Identify all lines of the data containing the string "where" and copy them.

--- Data for this exercise Enclosed Below ---

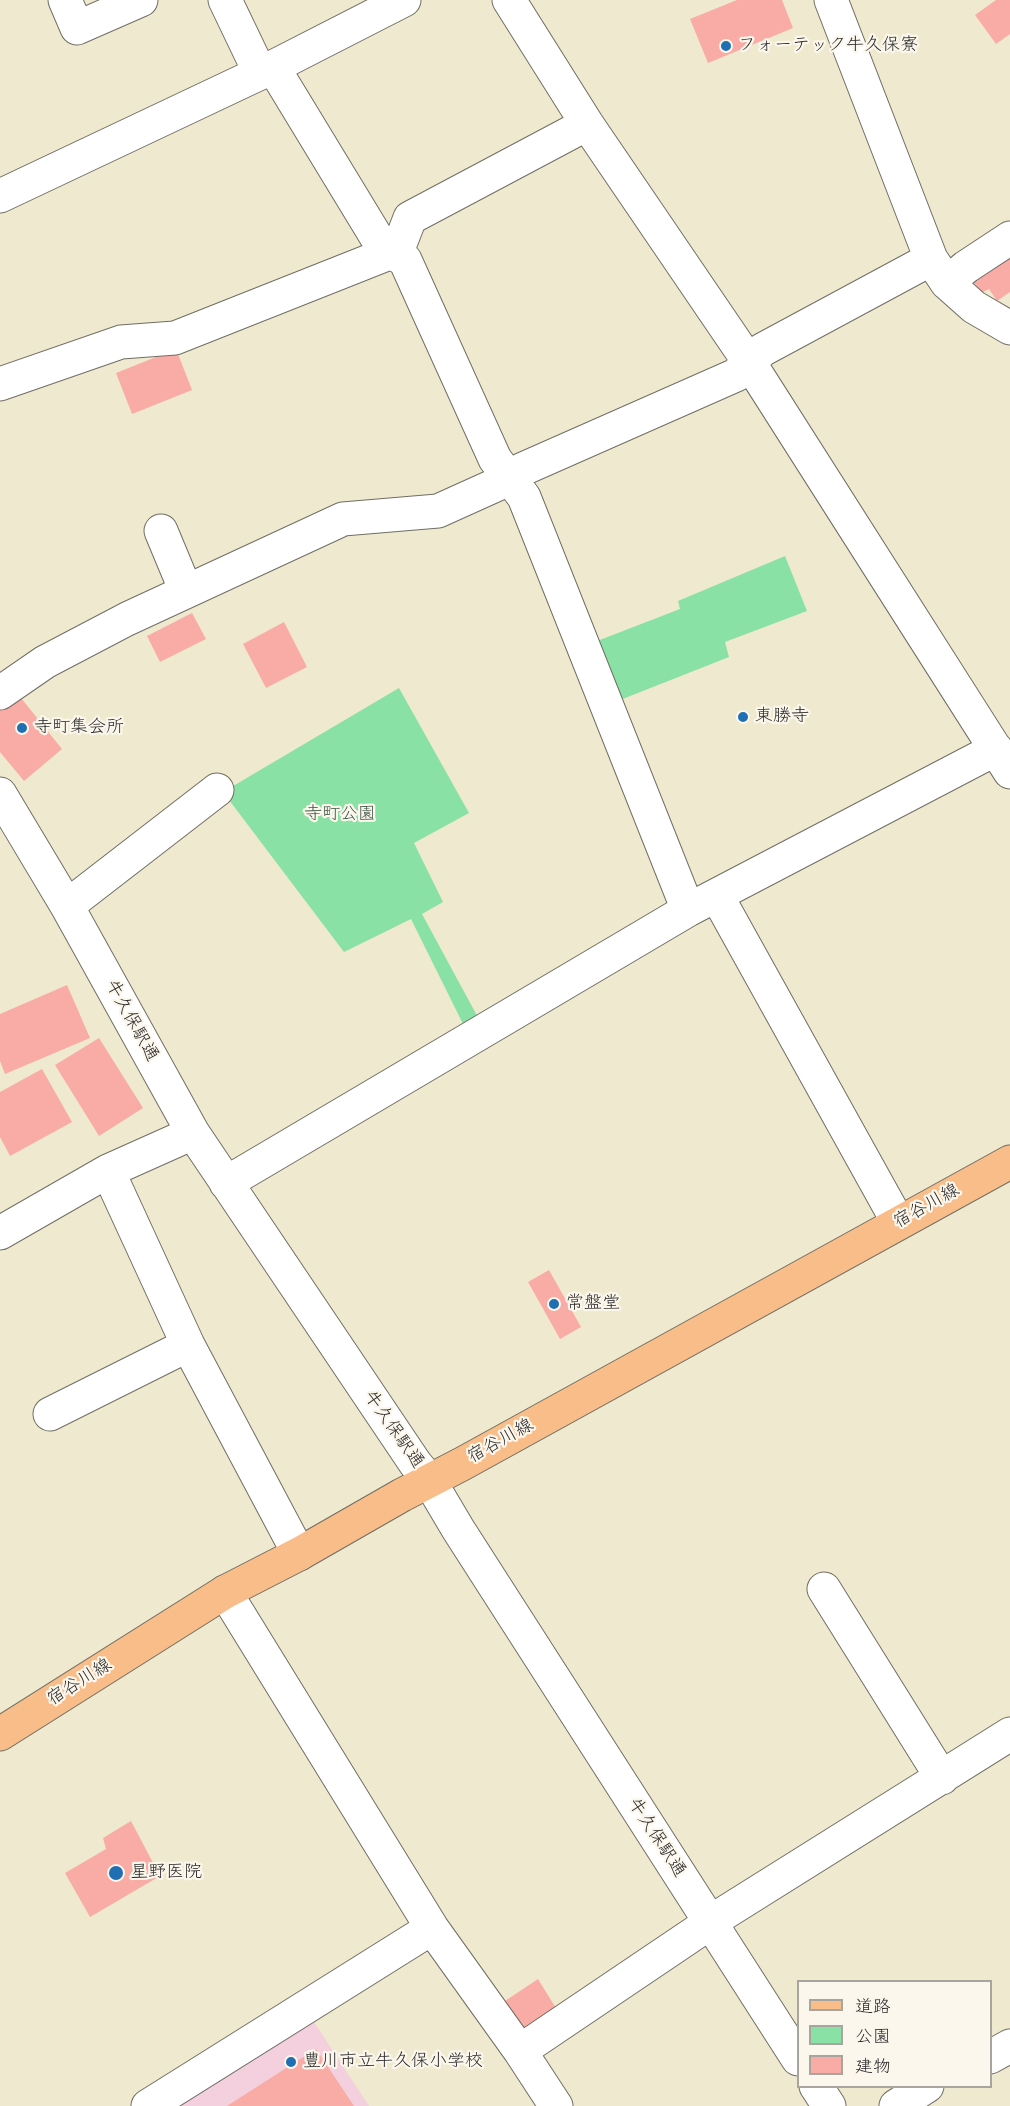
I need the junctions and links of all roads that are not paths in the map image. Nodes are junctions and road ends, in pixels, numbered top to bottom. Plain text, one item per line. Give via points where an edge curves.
1 (65, 0) edge
2 (141, 0) edge
3 (225, 0) edge
4 (404, 0) edge
5 (509, 0) edge
6 (831, 0) edge
7 (266, 70) junction
8 (587, 124) junction
9 (0, 196) edge
10 (1010, 238) edge
11 (393, 252) junction
12 (939, 271) junction
13 (1010, 328) edge
14 (749, 362) junction
15 (0, 384) edge
16 (509, 479) junction
17 (161, 531) dead end
18 (186, 591) junction
19 (0, 693) edge
20 (1001, 745) edge
21 (217, 790) dead end
22 (0, 794) edge
23 (703, 903) junction
24 (67, 906) junction
25 (193, 1133) junction
26 (1010, 1162) edge
27 (108, 1171) junction
28 (226, 1183) junction
29 (898, 1222) junction
30 (0, 1233) edge
31 (188, 1344) junction
32 (50, 1414) dead end
33 (429, 1480) junction
34 (299, 1554) junction
35 (824, 1589) dead end
36 (225, 1592) junction
37 (0, 1734) edge
38 (1010, 1734) edge
39 (942, 1778) junction
40 (711, 1923) junction
41 (432, 1928) junction
42 (1010, 2046) edge
43 (520, 2051) junction
44 (992, 2056) edge
45 (797, 2057) edge
46 (817, 2088) edge
47 (924, 2088) edge
48 (148, 2106) edge
49 (556, 2106) edge
50 (829, 2106) edge
51 (896, 2106) edge

1 - 2 street via 77,28
3 - 7 street
4 - 7 street
5 - 8 street
6 - 12 street
7 - 9 street
7 - 11 street via 383,248
8 - 11 street via 410,218
8 - 14 street
10 - 12 street via 966,267
11 - 15 street via 175,338 121,342
11 - 16 street via 405,260 495,459
12 - 13 street via 974,307
12 - 14 street via 762,350
14 - 16 street via 736,375
14 - 20 street
16 - 18 street via 438,511 343,519
16 - 23 street via 524,497
17 - 18 street
18 - 19 street via 45,662
20 - 23 street
21 - 24 street
22 - 24 street, 牛久保駅通
23 - 28 street
23 - 29 street
24 - 25 street, 牛久保駅通
25 - 27 street
25 - 28 street, 牛久保駅通
26 - 29 main road, 宿谷川線
27 - 30 street
27 - 31 street
28 - 33 street, 牛久保駅通
29 - 33 main road, 宿谷川線
31 - 32 street
31 - 34 street
33 - 34 main road, 宿谷川線
33 - 40 street, 牛久保駅通
34 - 36 main road, 宿谷川線
35 - 39 street
36 - 37 main road, 宿谷川線
36 - 41 street
38 - 39 street
39 - 40 street
40 - 43 street
40 - 45 street, 牛久保駅通
41 - 43 street
41 - 48 street
42 - 44 street
43 - 49 street
46 - 50 street
47 - 51 street

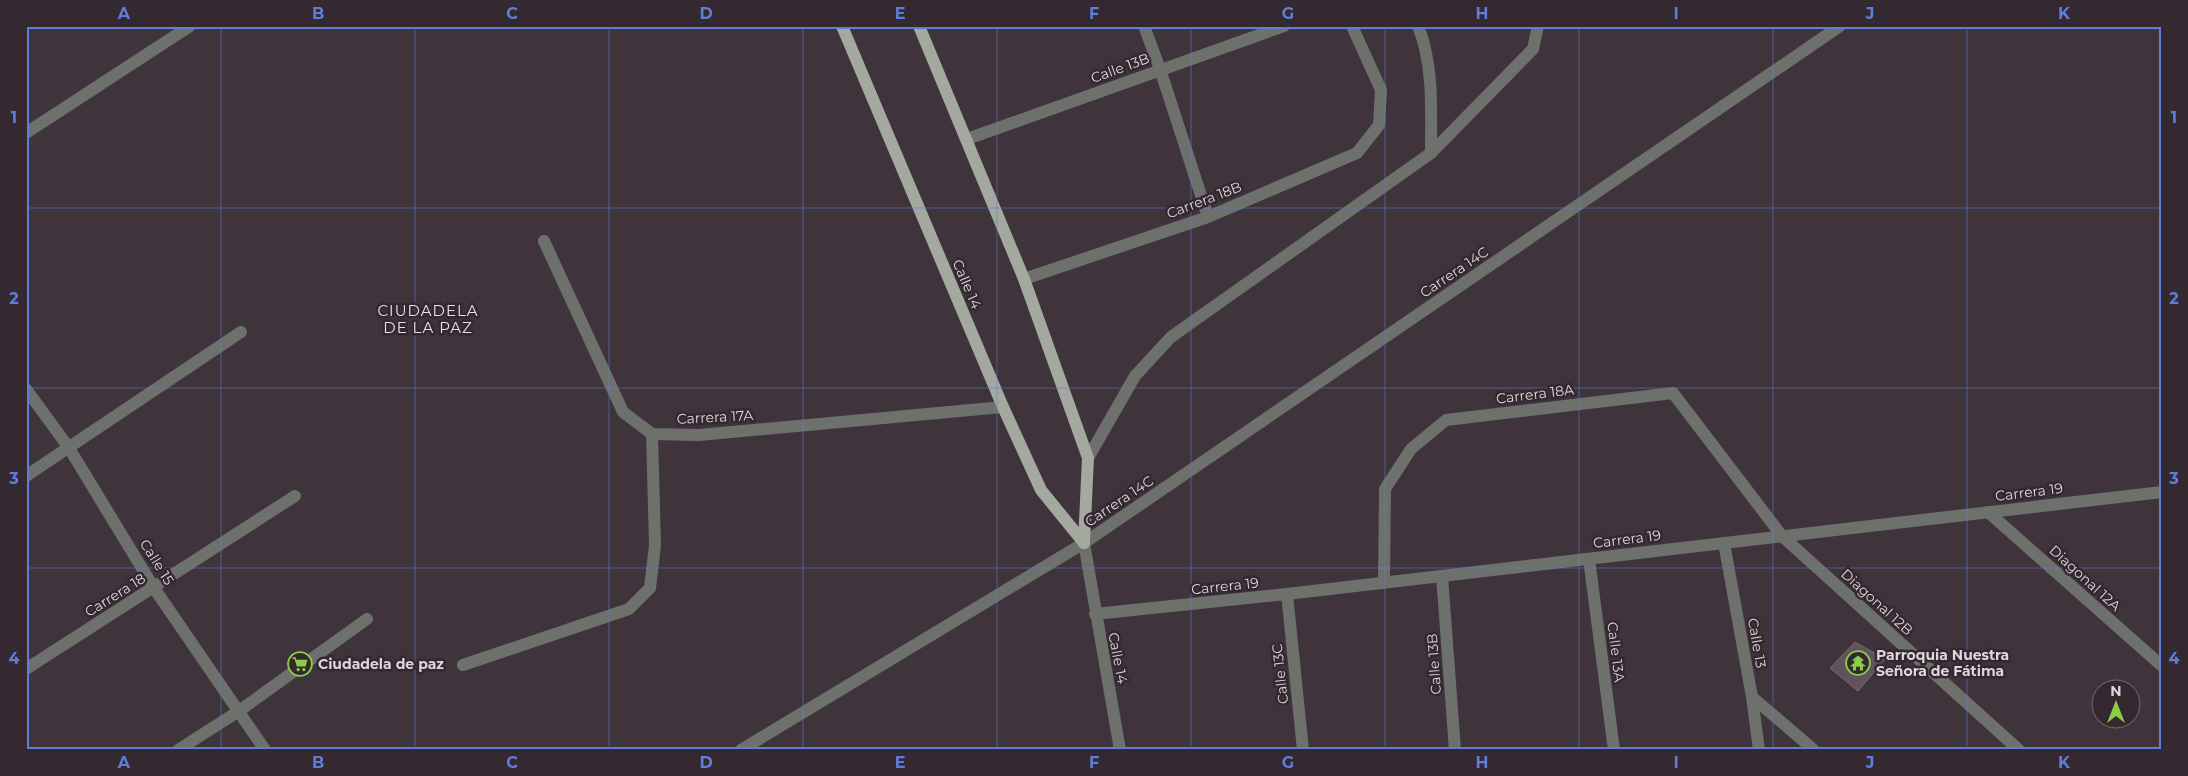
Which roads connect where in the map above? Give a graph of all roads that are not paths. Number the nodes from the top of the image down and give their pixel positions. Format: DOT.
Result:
graph roads {
  1 [pos="190,26"];
  2 [pos="842,26"];
  3 [pos="919,26"];
  4 [pos="1144,26"];
  5 [pos="1284,26"];
  6 [pos="1352,26"];
  7 [pos="1418,26"];
  8 [pos="1538,26"];
  9 [pos="1840,26"];
  10 [pos="1160,69"];
  11 [pos="26,133"];
  12 [pos="966,140"];
  13 [pos="1431,153"];
  14 [pos="1208,216"];
  15 [pos="544,241"];
  16 [pos="1024,279"];
  17 [pos="241,332"];
  18 [pos="26,389"];
  19 [pos="1003,407"];
  20 [pos="652,434"];
  21 [pos="69,448"];
  22 [pos="1088,458"];
  23 [pos="26,476"];
  24 [pos="2162,492"];
  25 [pos="295,496"];
  26 [pos="1988,512"];
  27 [pos="1782,536"];
  28 [pos="1084,543"];
  29 [pos="1724,543"];
  30 [pos="1589,559"];
  31 [pos="1442,576"];
  32 [pos="1384,583"];
  33 [pos="154,588"];
  34 [pos="1287,594"];
  35 [pos="1095,614"];
  36 [pos="367,619"];
  37 [pos="463,665"];
  38 [pos="2162,666"];
  39 [pos="26,670"];
  40 [pos="1752,697"];
  41 [pos="238,710"];
  42 [pos="178,750"];
  43 [pos="265,750"];
  44 [pos="741,750"];
  45 [pos="1120,750"];
  46 [pos="1303,750"];
  47 [pos="1455,750"];
  48 [pos="1614,750"];
  49 [pos="1759,750"];
  50 [pos="1814,750"];
  51 [pos="2019,750"];
  1 -- 11 [label="street"];
  2 -- 19 [label="main road, Calle 14"];
  3 -- 12 [label="main road, Calle 14"];
  4 -- 10 [label="street"];
  5 -- 10 [label="street, Calle 13B"];
  6 -- 14 [label="street, Carrera 18B"];
  7 -- 13 [label="street"];
  8 -- 13 [label="street"];
  9 -- 28 [label="street, Carrera 14C"];
  10 -- 12 [label="street, Calle 13B"];
  10 -- 14 [label="street"];
  12 -- 16 [label="main road, Calle 14"];
  13 -- 22 [label="street"];
  14 -- 16 [label="street, Carrera 18B"];
  15 -- 20 [label="street"];
  16 -- 22 [label="main road, Calle 14"];
  17 -- 21 [label="street"];
  18 -- 21 [label="street, Calle 15"];
  19 -- 20 [label="street, Carrera 17A"];
  19 -- 28 [label="main road, Calle 14"];
  20 -- 37 [label="street"];
  21 -- 23 [label="street"];
  21 -- 33 [label="street, Calle 15"];
  22 -- 28 [label="main road, Calle 14"];
  24 -- 26 [label="street, Carrera 19"];
  25 -- 33 [label="street, Carrera 18"];
  26 -- 27 [label="street, Carrera 19"];
  26 -- 38 [label="street, Diagonal 12A"];
  27 -- 29 [label="street, Carrera 19"];
  27 -- 32 [label="street, Carrera 18A"];
  27 -- 51 [label="street, Diagonal 12B"];
  28 -- 35 [label="street, Calle 14"];
  28 -- 44 [label="street, Carrera 14C"];
  29 -- 30 [label="street, Carrera 19"];
  29 -- 40 [label="street, Calle 13"];
  30 -- 31 [label="street, Carrera 19"];
  30 -- 48 [label="street, Calle 13A"];
  31 -- 32 [label="street, Carrera 19"];
  31 -- 47 [label="street, Calle 13B"];
  32 -- 34 [label="street, Carrera 19"];
  33 -- 39 [label="street, Carrera 18"];
  33 -- 41 [label="street, Calle 15"];
  34 -- 35 [label="street, Carrera 19"];
  34 -- 46 [label="street, Calle 13C"];
  35 -- 45 [label="street, Calle 14"];
  36 -- 41 [label="street"];
  40 -- 49 [label="street, Calle 13"];
  40 -- 50 [label="street"];
  41 -- 42 [label="street"];
  41 -- 43 [label="street, Calle 15"];
}
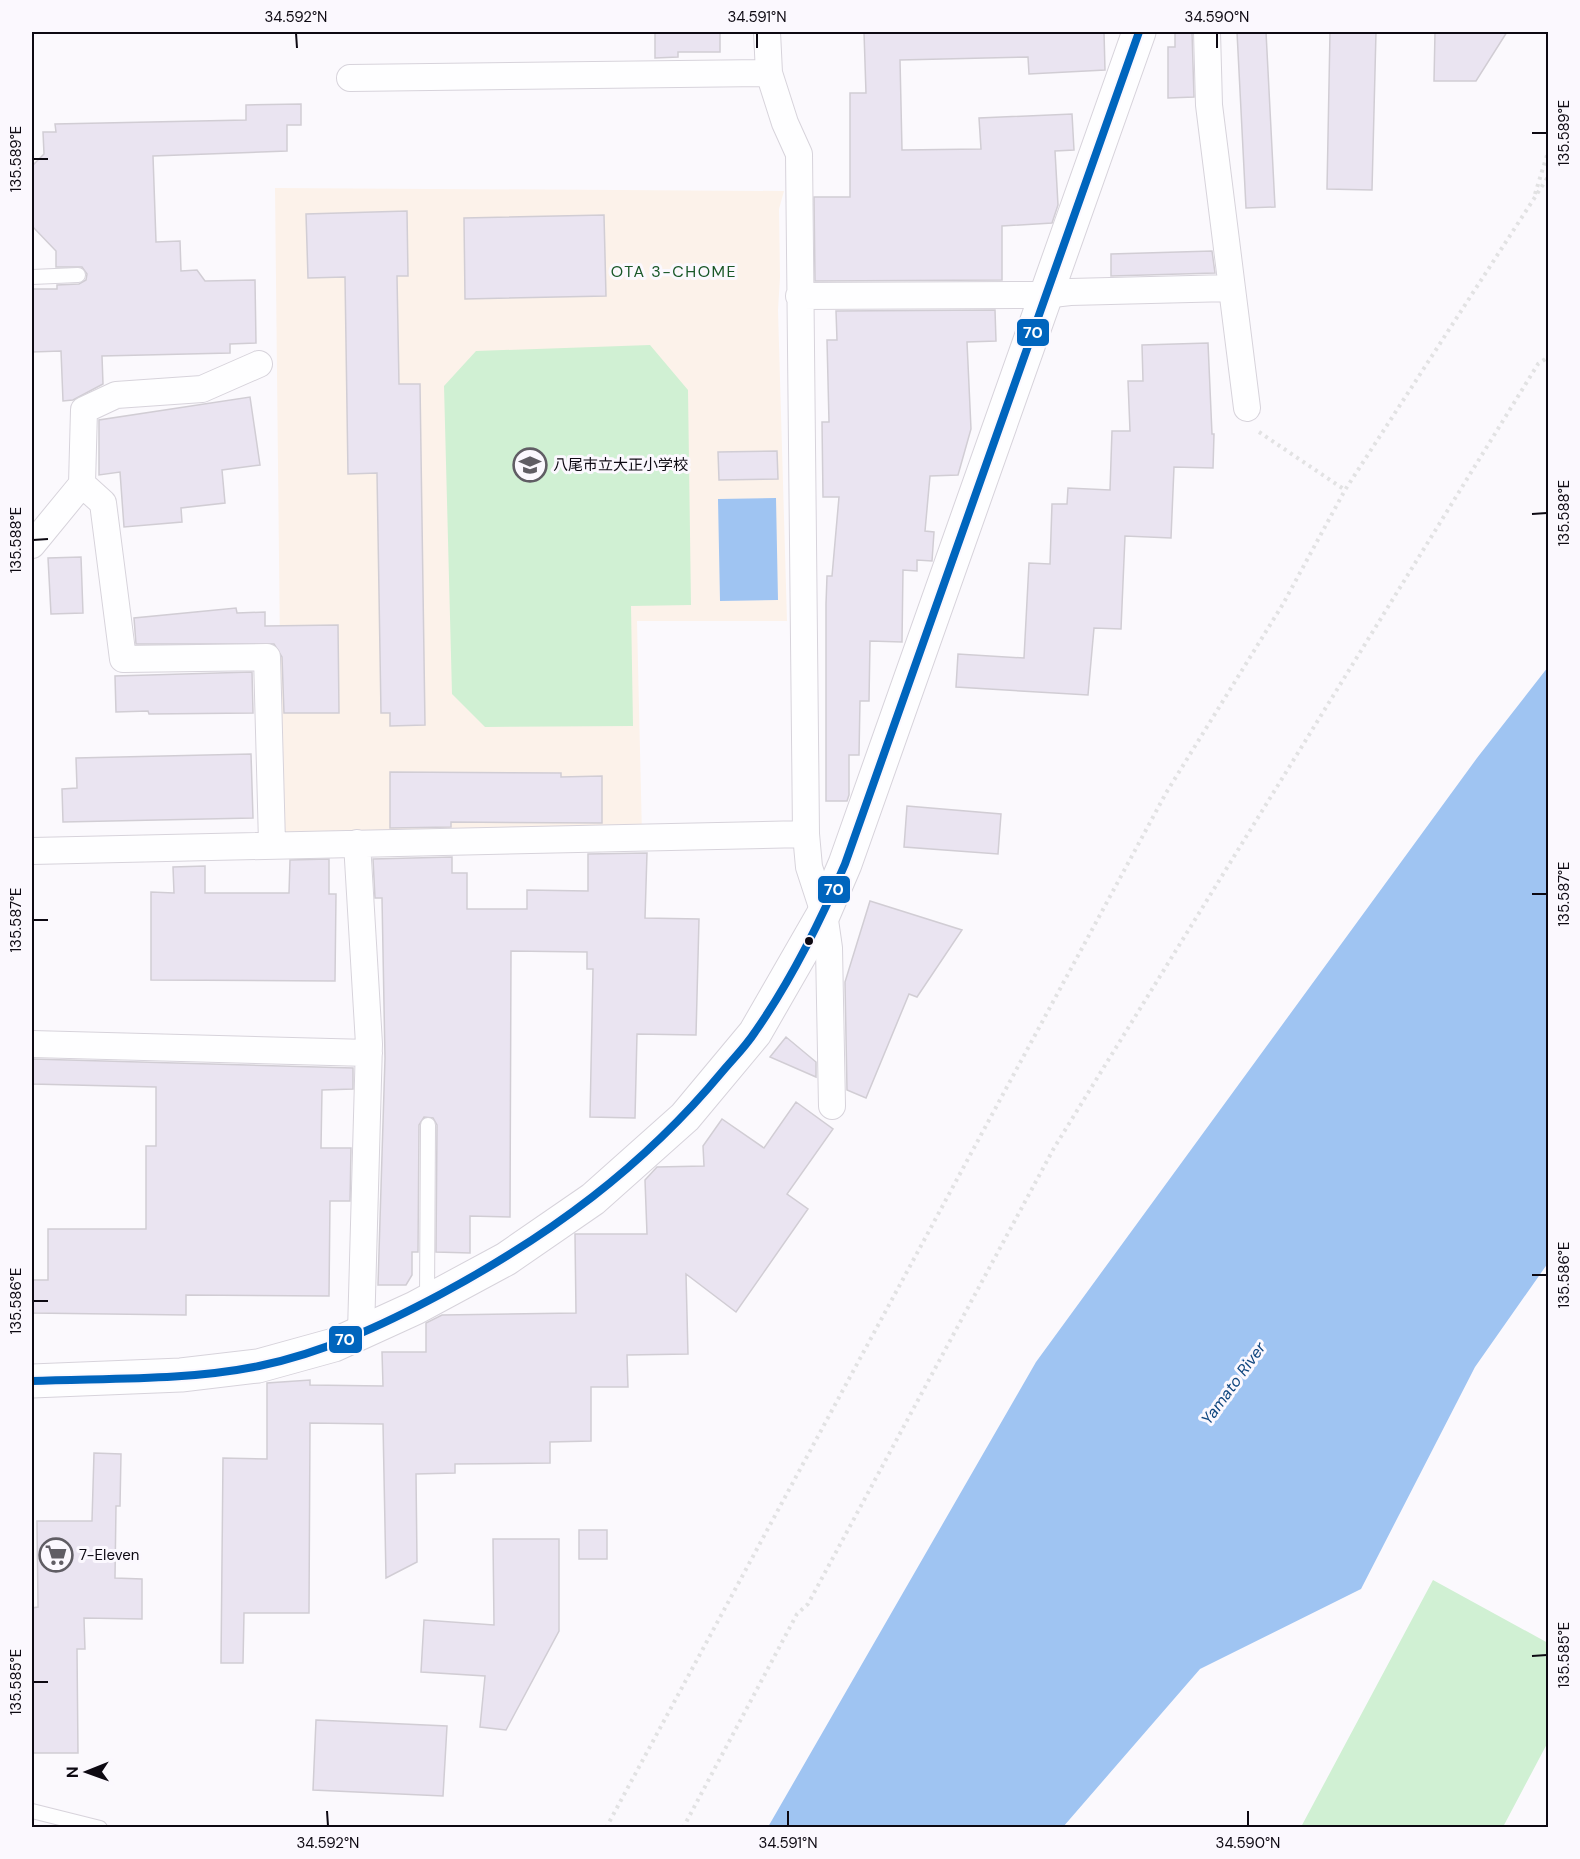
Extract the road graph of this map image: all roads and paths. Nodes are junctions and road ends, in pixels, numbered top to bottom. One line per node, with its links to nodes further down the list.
1 (767, 32): 4 (street)
2 (1139, 32): 12 (main road)
3 (1207, 32): 11 (street)
4 (768, 73): 5 (street); 13 (street)
5 (350, 78)
6 (1548, 152): 8 (path)
7 (1548, 177): 8 (path)
8 (1533, 200): 18 (path)
9 (78, 275): 10 (lane)
10 (32, 277)
11 (1231, 288): 12 (street); 16 (street)
12 (1044, 295): 13 (street); 24 (main road)
13 (799, 296): 20 (street)
14 (1548, 357): 35 (path)
15 (259, 364): 17 (street)
16 (1247, 408): 18 (path)
17 (82, 484): 19 (street); 21 (street)
18 (1345, 490): 34 (path)
19 (32, 544)
20 (806, 834): 22 (street); 24 (street)
21 (272, 843): 22 (street); 23 (street)
22 (357, 843): 26 (street)
23 (32, 851)
24 (824, 913): 27 (street); 29 (main road)
25 (32, 1044): 26 (street)
26 (369, 1053): 30 (street)
27 (832, 1106)
28 (428, 1125): 29 (lane)
29 (427, 1302): 30 (main road)
30 (362, 1332): 31 (main road)
31 (32, 1381)
32 (32, 1811): 33 (lane)
33 (100, 1827)
34 (606, 1827)
35 (683, 1827)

--- End of Enclosed Data for this exercise ---

_Result of the task_:
I need the junctions and links of all roads that are not paths in the map image. Nodes are junctions and road ends, in pixels, numbered top to bottom. Plain text, one item per line. Give via points where an edge curves.
Which roads connect where in the map above? Give a graph of all roads that are not paths. Number the nodes from the top of the image down and give their pixel positions. Format: DOT.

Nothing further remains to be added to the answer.